Davie v. Long's administratrix

CHIEF JUSTICE WILLIAMS

delivered the opikion oe the court:

This was a motion to quash an execution, and the levy and sale of land under it.

Appellant having executed his note to decedent, Wm. Long, for one thousand three hundred and thirty-three dollars and thirty-three cents, due December 25, 1859, upon which he paid one hundred dollars January 14, 1860, the judgment was rendered March 14, 1861, upon which, said execution was issued. This judgment applies said credit to the extinguishment of that amount of the note; consequently, the judgment, as rendered, was only for the remainder, after deducting the payment. The first execution issued on it had the payment indorsed; this was directed to the jailer, because he had served the original process, and was by him levied upon personal property, which not being sold before the return day, a venditioni exponas was issued, directed to the sheriff, who returned that the property had been removed from the county before this writ came to his hands. After-wards an execution was issued to the sheriff, returnable the third Saturday in August, 1863, which the sheriff levied on three contiguous tracts of land, and sold in one body, which the plaintiff bought at one thousand six hundred and sixty-six dollars and ninety cents.

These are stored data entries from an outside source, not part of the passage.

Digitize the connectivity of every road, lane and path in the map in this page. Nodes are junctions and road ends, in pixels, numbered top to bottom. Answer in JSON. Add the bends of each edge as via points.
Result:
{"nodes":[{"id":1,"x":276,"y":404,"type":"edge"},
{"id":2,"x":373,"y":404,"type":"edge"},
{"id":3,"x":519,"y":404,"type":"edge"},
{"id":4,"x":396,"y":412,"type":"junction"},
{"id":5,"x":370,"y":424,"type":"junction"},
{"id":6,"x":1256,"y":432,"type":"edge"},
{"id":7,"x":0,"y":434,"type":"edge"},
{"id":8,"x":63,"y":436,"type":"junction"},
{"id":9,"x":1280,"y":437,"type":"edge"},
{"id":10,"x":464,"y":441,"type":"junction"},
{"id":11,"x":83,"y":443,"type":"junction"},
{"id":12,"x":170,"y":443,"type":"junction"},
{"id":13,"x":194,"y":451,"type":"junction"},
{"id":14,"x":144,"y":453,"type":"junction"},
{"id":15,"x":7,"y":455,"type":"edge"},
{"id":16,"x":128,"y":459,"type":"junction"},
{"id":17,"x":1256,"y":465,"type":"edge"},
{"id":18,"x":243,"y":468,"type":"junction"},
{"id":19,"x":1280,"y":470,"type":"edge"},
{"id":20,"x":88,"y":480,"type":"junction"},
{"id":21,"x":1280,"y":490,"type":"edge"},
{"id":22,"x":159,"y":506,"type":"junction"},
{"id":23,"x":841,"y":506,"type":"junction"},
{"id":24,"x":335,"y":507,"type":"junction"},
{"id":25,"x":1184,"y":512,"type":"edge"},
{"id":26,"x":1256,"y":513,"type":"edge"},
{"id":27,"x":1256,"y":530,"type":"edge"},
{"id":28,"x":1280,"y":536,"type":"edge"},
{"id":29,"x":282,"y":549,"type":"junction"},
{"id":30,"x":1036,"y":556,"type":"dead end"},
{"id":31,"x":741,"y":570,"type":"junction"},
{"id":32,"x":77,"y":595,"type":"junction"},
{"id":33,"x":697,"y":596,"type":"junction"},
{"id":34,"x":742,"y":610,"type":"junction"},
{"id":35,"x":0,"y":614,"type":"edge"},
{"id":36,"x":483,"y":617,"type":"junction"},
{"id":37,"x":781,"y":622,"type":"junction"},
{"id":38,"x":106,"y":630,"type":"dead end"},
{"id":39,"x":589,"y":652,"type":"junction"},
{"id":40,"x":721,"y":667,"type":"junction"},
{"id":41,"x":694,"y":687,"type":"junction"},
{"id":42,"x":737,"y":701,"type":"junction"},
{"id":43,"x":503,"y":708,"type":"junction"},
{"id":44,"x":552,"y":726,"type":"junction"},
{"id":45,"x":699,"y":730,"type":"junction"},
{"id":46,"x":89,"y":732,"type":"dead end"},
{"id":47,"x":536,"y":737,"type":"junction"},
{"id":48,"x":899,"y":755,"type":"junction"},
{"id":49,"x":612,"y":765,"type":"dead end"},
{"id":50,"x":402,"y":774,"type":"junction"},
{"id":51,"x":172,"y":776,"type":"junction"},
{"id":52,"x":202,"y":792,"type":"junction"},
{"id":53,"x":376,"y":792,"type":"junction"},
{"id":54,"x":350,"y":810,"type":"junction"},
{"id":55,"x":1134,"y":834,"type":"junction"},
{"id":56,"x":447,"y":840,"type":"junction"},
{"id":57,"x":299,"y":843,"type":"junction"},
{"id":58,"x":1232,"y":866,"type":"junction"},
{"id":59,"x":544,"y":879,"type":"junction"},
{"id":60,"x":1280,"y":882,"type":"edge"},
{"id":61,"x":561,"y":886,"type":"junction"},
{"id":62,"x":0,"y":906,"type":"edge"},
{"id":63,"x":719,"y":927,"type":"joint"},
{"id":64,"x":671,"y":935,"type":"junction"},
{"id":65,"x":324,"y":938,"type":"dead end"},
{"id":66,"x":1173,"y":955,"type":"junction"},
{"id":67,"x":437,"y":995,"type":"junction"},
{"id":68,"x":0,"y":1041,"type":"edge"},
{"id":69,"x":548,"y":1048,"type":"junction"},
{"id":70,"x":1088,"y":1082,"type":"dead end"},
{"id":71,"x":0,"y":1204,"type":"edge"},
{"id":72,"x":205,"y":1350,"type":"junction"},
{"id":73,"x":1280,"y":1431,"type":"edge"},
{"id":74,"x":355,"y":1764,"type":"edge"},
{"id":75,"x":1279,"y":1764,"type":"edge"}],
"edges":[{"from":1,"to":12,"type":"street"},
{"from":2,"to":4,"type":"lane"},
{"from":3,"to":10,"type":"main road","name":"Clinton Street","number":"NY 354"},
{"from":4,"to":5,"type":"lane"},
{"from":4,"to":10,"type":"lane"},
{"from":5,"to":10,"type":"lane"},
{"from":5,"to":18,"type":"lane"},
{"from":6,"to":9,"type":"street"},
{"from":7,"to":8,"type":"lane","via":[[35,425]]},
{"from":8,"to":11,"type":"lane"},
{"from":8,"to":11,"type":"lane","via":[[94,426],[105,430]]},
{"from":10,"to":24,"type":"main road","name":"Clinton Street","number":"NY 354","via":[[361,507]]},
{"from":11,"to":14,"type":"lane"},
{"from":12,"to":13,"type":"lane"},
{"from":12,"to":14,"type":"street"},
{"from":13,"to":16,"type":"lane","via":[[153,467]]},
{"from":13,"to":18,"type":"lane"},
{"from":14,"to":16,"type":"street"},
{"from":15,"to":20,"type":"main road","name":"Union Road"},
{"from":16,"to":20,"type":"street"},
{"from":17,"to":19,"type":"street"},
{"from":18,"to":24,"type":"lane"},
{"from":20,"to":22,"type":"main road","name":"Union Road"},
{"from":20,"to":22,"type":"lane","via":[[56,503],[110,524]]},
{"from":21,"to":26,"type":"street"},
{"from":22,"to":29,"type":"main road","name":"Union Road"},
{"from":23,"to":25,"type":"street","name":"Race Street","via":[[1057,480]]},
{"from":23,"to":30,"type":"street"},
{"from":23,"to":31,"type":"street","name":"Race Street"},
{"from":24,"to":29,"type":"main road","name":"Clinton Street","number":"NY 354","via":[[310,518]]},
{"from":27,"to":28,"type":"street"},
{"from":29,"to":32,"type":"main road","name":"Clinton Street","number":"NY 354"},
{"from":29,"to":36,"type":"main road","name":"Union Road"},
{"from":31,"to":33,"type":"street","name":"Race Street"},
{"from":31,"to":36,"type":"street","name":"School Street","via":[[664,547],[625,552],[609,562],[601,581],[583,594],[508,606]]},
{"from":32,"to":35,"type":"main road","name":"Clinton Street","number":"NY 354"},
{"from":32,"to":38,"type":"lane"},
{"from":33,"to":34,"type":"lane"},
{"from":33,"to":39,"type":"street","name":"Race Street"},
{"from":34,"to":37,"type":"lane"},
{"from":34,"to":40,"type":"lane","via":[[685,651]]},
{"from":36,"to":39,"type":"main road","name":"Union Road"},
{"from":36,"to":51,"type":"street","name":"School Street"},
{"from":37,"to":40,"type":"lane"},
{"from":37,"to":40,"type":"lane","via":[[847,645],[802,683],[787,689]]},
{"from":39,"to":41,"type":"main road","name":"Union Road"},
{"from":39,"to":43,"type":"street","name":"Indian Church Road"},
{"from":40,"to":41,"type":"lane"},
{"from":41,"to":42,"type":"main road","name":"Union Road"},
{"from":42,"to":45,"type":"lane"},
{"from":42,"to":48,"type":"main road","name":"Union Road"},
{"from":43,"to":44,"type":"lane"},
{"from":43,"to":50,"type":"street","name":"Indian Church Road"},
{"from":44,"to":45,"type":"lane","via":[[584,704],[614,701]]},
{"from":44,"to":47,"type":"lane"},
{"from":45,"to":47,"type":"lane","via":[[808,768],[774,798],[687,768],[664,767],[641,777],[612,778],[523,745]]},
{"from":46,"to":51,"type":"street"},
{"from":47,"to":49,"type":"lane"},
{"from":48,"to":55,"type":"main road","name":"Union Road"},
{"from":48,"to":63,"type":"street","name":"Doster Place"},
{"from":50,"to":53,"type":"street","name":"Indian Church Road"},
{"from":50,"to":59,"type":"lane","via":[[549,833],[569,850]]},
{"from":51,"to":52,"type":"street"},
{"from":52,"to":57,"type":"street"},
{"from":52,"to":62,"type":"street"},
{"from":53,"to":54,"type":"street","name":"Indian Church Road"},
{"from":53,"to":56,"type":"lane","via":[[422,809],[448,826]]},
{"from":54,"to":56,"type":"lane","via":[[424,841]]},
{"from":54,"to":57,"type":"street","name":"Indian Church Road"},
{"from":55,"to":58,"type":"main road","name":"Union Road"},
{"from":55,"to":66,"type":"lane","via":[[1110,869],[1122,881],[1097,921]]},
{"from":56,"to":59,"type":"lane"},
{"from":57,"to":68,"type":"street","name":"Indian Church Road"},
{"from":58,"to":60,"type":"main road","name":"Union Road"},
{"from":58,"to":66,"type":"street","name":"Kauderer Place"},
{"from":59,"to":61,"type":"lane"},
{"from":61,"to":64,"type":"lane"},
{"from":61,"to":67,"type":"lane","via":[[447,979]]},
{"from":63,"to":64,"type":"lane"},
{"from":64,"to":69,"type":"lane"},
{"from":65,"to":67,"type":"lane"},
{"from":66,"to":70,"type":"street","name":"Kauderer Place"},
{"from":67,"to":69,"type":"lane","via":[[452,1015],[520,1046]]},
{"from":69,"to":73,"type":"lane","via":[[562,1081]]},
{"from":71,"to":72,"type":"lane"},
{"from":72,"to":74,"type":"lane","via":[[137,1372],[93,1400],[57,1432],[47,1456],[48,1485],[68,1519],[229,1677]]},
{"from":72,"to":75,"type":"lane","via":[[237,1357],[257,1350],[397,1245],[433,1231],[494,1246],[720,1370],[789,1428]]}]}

No indorsement of the one hundred dollars’ credit was made on this execution, but it was issued for the full amount of the note and the costs, and the price bid just about covered it. September 13, 1865, the sheriff made *576a deed for the land, and so matters stood until this motion was made at March term, 1867, of the Fulton court of common pleas, when the court dismissed the motion and appellant seeks a reversal.

It is evident, on the statement of the facts, that the judgment did not authorize the last execution, for the judgment was not fo'r one thousand three hundred and thirty-three dollars and thirty-three cents, with interest from December 25, 1859, but for this sum less one hundred dollars paid the decedent, Long, January 14, 1860, only a few days after the note was due. Then this is not a question whether the officer had made a part of the execution of which the plaintiff might be ignorant when his second execution issued, and which was authorized by the judgment, as was the case in Walker and wife vs. McKnight (15 B. Mon., 477-8), but here the money was paid the decedent, indorsed on the note, and recognized by the judgment, and of which it is, legally, impossible the plaintiff should be ignorant. But in said case the officer having previously made a portion of the debt, which was overlooked by the clerk issuing the subsequent execution, and the plaintiff having purchased the land on the latter, in a suit in equity to set aside the sale the court said: “ There can be no doubt that it might have been quashed by the court that had the control of the execution and the right to regulate the proceedings thereon, if a motion for that purpose had been made in reasonable time;” and even under the peculiar circumstances of that case, the chancellor was required to compel a pro rata release of the title, to the amount for which the land was sold, not then due. But in this case the plaintiff took out an execution not authorized by the judgment, had it levied, and purchases the land under it, and a motion to quash was made before it was barred by any *577known statutes. Can there be any doubt that, according to the principles recognized in the recited case and others, in and out of Kentucky, which might be referred to, the execution, levy, and sale should all be quashed ? As there is a vendor’s lien for this debt, the plaintiff in the execution may proceed in chancery to enforce it, or she maj take out another execution on the judgment, as the quashal of the execution, returns, and sale will leave it in full force.

There are several other minor questions which need not now be determined, because not essential to this case.

Wherefore, the judgment is reversed, with directions for further proceedings consistent herewith.